◆ What this task involves ◆
Report every line of the records that contains the word "absolute".

◆ Data extracts ◆

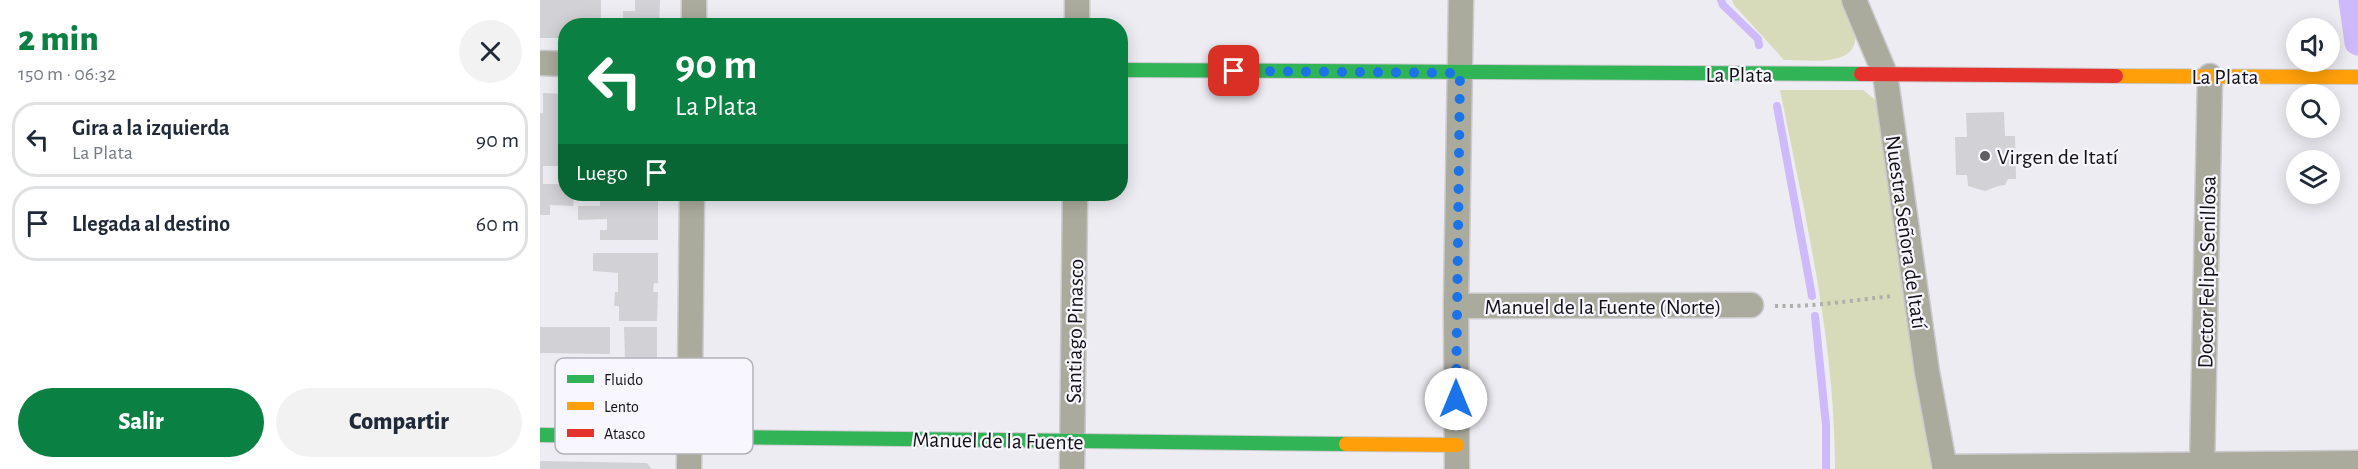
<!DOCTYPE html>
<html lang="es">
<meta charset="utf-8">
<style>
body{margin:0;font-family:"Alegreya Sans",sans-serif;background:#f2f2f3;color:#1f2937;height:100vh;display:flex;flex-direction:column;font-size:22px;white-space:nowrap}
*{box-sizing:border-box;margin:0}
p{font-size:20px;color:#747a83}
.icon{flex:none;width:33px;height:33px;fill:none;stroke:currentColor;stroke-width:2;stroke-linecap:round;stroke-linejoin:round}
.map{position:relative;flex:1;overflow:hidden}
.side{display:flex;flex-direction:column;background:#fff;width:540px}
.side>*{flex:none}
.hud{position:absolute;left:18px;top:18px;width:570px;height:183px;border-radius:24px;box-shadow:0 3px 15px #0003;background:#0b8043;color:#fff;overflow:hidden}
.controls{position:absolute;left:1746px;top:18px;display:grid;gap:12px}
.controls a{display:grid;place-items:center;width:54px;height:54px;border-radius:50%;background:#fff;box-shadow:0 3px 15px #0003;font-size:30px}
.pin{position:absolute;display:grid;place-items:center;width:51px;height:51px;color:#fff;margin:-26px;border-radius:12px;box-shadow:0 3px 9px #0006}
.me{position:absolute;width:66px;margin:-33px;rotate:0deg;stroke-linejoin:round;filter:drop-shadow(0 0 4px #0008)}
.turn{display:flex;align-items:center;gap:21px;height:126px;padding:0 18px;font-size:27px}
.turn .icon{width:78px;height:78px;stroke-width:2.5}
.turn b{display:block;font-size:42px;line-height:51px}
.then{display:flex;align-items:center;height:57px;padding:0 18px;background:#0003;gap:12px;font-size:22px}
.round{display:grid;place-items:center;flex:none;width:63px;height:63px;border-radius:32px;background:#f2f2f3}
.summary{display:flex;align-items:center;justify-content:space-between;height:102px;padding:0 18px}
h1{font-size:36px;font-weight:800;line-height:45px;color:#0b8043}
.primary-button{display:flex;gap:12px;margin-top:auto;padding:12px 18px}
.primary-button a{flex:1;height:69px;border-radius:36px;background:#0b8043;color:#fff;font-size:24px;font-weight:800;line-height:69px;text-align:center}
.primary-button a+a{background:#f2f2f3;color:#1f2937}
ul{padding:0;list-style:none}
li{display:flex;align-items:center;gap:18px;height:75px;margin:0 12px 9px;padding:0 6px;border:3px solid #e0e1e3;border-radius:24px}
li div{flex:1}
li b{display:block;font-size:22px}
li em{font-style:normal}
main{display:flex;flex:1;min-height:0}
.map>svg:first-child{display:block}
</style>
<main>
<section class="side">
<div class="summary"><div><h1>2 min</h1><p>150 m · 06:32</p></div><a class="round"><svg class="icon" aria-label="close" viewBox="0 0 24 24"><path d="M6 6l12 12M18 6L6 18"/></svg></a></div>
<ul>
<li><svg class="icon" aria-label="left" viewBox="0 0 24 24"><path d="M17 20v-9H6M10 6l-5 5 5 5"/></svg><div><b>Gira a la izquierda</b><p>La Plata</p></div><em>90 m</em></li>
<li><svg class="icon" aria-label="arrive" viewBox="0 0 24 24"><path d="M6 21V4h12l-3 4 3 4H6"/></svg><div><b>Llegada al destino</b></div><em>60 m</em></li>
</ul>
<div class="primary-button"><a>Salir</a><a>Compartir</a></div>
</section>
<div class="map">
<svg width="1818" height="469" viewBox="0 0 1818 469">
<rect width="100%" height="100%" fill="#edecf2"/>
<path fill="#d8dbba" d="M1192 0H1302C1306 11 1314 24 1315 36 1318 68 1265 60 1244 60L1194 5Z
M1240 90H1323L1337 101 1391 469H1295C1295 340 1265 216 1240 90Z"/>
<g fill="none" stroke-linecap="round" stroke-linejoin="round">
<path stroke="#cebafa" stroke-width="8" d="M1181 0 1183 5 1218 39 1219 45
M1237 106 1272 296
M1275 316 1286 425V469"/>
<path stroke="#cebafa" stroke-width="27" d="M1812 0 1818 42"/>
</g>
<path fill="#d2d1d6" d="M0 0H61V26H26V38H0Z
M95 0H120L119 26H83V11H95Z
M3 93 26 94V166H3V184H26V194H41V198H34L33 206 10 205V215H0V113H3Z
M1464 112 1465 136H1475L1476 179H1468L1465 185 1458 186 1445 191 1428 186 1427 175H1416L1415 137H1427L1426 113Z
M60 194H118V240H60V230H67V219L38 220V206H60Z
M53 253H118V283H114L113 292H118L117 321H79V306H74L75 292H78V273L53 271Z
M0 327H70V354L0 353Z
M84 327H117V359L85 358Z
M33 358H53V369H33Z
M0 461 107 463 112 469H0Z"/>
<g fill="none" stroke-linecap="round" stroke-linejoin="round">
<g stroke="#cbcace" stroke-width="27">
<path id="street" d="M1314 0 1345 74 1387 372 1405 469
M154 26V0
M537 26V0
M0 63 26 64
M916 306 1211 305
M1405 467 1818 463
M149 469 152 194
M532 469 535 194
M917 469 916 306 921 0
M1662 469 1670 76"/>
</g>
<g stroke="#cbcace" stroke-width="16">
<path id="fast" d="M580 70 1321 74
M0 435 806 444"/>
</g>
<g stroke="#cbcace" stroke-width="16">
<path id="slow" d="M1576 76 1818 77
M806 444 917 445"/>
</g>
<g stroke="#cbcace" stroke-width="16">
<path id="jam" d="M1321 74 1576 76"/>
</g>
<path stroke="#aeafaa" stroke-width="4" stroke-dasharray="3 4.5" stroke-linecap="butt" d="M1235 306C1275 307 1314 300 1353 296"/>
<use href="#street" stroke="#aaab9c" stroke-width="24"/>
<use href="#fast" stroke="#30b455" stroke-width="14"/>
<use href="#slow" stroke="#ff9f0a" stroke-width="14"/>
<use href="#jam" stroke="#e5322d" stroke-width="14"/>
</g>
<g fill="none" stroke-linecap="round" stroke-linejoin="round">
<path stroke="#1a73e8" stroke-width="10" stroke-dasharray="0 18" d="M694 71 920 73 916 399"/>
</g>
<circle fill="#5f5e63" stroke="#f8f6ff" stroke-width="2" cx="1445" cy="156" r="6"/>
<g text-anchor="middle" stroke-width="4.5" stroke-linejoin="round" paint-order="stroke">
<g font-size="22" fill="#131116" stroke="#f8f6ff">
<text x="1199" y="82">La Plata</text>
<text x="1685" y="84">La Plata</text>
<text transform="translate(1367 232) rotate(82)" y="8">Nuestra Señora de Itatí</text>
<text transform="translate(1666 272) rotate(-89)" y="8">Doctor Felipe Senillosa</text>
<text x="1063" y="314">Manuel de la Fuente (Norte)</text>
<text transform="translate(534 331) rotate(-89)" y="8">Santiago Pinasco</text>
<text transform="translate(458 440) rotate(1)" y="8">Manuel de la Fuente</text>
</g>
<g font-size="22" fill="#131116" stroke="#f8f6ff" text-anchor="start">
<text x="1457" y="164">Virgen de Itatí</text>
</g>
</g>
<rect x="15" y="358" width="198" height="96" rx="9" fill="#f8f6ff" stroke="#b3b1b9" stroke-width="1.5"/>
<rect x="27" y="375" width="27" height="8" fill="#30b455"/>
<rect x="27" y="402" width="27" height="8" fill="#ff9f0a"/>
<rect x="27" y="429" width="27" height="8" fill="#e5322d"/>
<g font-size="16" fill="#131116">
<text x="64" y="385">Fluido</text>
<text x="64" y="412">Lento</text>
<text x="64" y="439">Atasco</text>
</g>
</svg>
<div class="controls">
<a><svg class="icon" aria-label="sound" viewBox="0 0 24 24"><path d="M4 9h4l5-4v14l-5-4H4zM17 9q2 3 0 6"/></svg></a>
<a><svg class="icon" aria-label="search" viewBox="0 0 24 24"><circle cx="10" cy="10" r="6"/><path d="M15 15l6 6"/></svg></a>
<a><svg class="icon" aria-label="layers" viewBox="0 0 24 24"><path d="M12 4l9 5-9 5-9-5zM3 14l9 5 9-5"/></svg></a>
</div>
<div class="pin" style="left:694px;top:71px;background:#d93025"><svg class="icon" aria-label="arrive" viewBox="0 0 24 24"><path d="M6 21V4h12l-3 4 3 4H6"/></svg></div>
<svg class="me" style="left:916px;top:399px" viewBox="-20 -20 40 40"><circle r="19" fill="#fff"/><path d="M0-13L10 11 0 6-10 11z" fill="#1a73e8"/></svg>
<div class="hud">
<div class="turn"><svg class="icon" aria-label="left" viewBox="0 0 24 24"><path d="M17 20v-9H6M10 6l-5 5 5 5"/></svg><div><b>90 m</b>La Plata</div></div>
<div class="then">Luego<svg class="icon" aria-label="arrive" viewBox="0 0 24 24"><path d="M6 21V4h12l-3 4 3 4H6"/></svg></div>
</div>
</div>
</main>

◆ Result of this task ◆
.hud{position:absolute;left:18px;top:18px;width:570px;height:183px;border-radius:24px;box-shadow:0 3px 15px #0003;background:#0b8043;color:#fff;overflow:hidden}
.controls{position:absolute;left:1746px;top:18px;display:grid;gap:12px}
.pin{position:absolute;display:grid;place-items:center;width:51px;height:51px;color:#fff;margin:-26px;border-radius:12px;box-shadow:0 3px 9px #0006}
.me{position:absolute;width:66px;margin:-33px;rotate:0deg;stroke-linejoin:round;filter:drop-shadow(0 0 4px #0008)}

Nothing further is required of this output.